Di tanto in tanto si parla positivamente del miracolo che Obama e l'italoamericana (abruzzese d'origine) Nancy Pelosi hanno realizzato con la riforma sanitaria. Ma ci sono due drammi che ci ricordano gli orrori della trappola in cui cadono i malati. "All Day Suckers" di Susan Dworkin (440 Lafayette Street). Becca (Margaret Daly) è felice. Sta per sposare Sweet (Zachary Fine). Una telefonata le fa sapere che il padre ha avuto un infarto. Cominciano i guai in ospedale. Cure inutili, complotti per far pagare di più, affermando che l'assicurazione non era valida, ricatti. La protagonista perde il fidanzato e tutto il suo denaro. Una denuncia inesorabile. Testo importante.
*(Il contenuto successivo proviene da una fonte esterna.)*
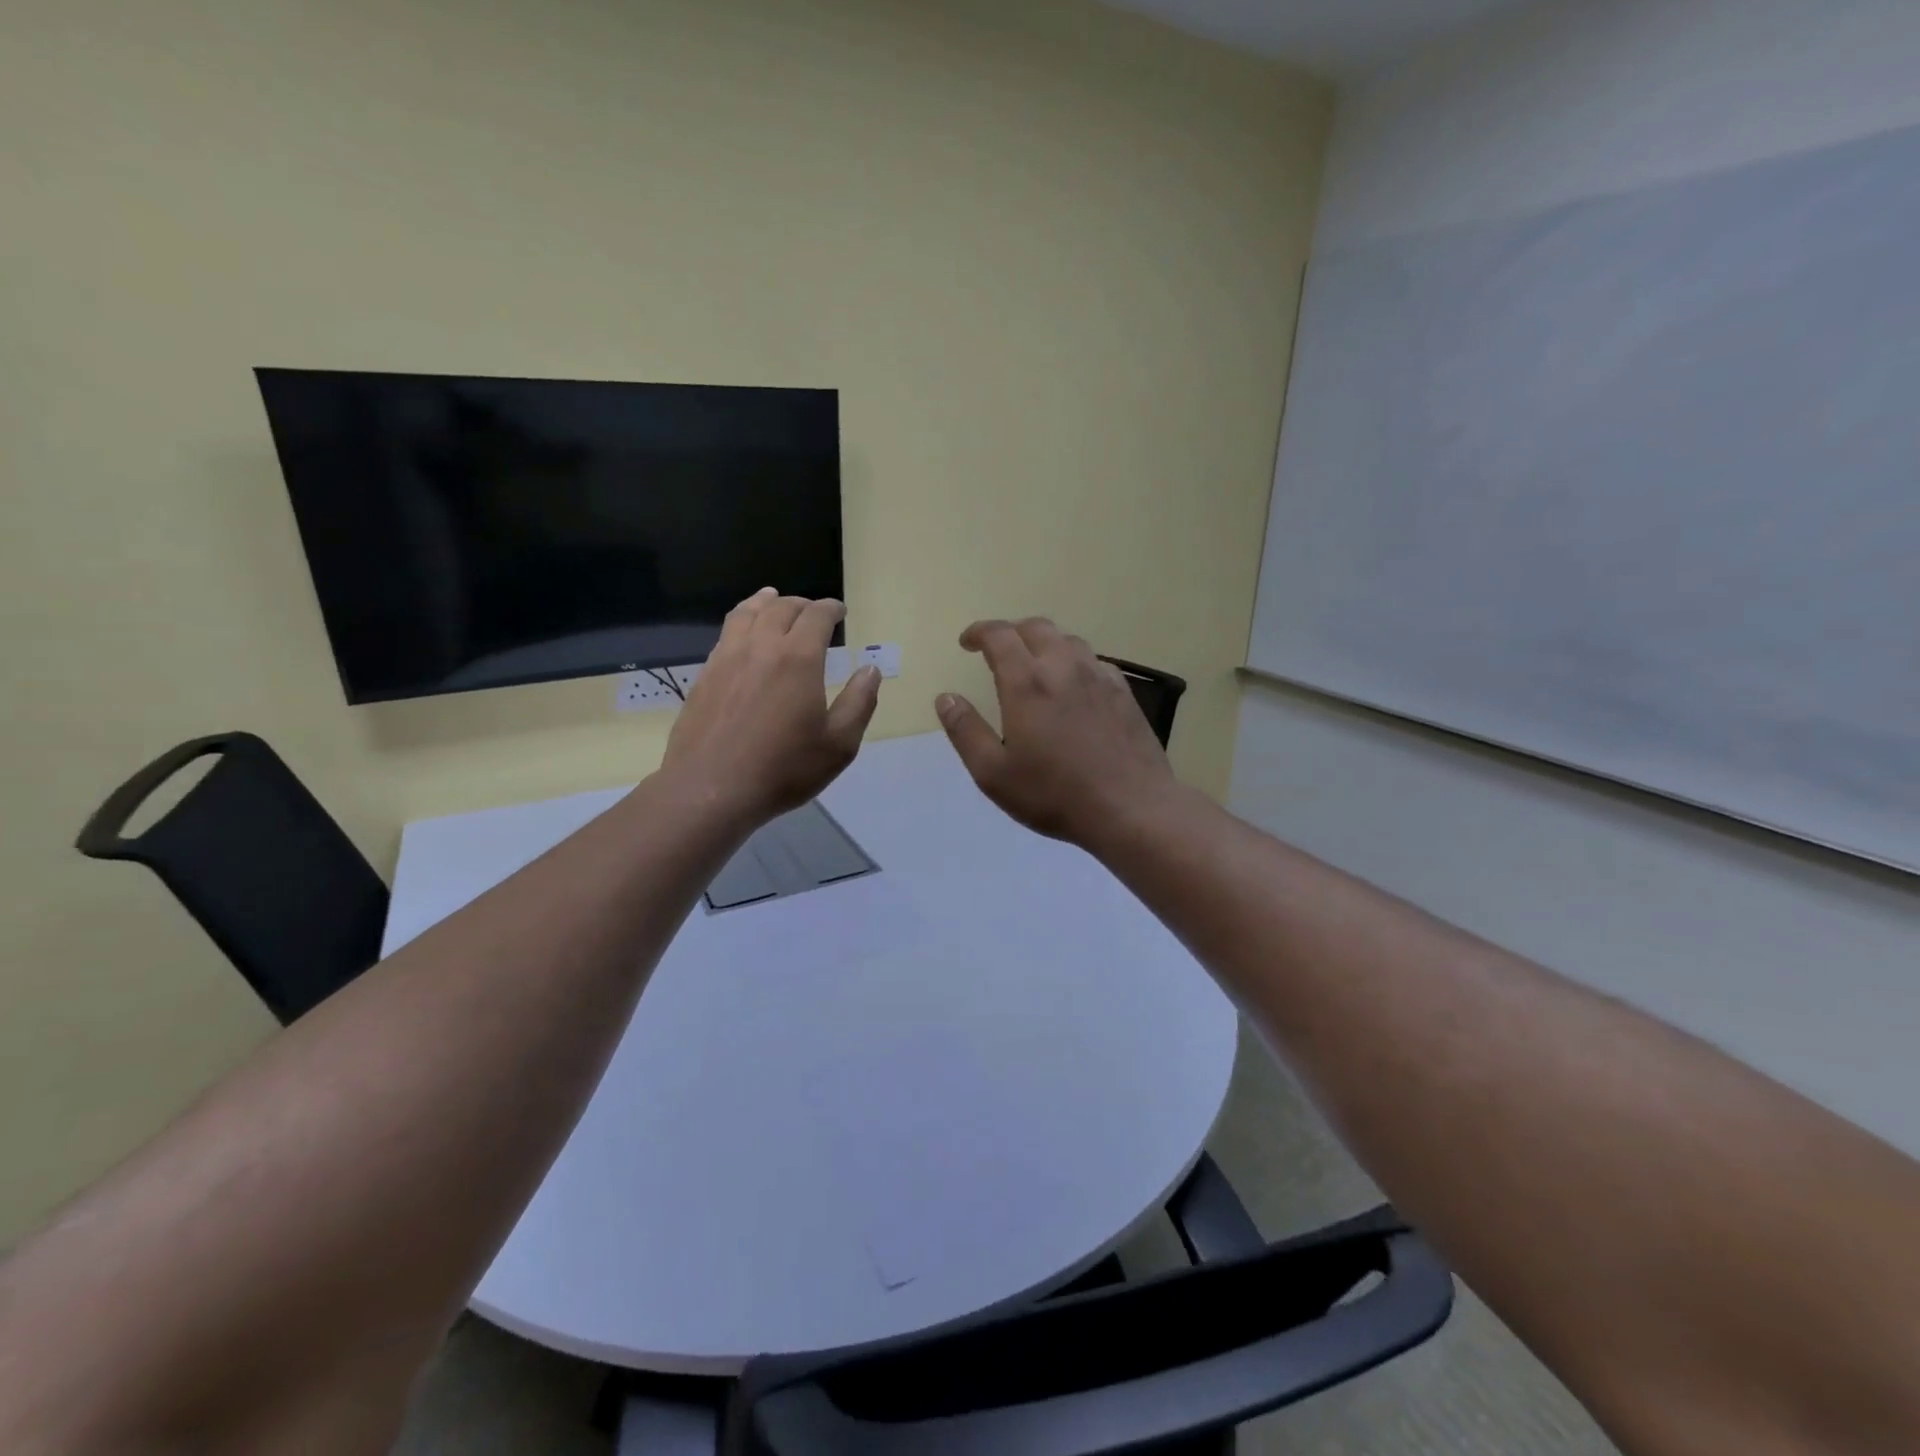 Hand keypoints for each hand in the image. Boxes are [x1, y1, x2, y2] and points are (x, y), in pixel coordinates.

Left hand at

Ancora più feroce è "Terms of Dismemberment" di Dorothy Marcic (libretto e liriche) e Frank Sanchez (musica). Una madre deve pagare un debito. Ha due figlie. Le costringe a vendere le loro uova per soddisfare i creditori. Sfruttamento feroce di giovani vite (tre attrici convincenti: Mary Jo Mecca, Laurie Veldheer ed Ashley Campana). Situazione incredibile, tragica.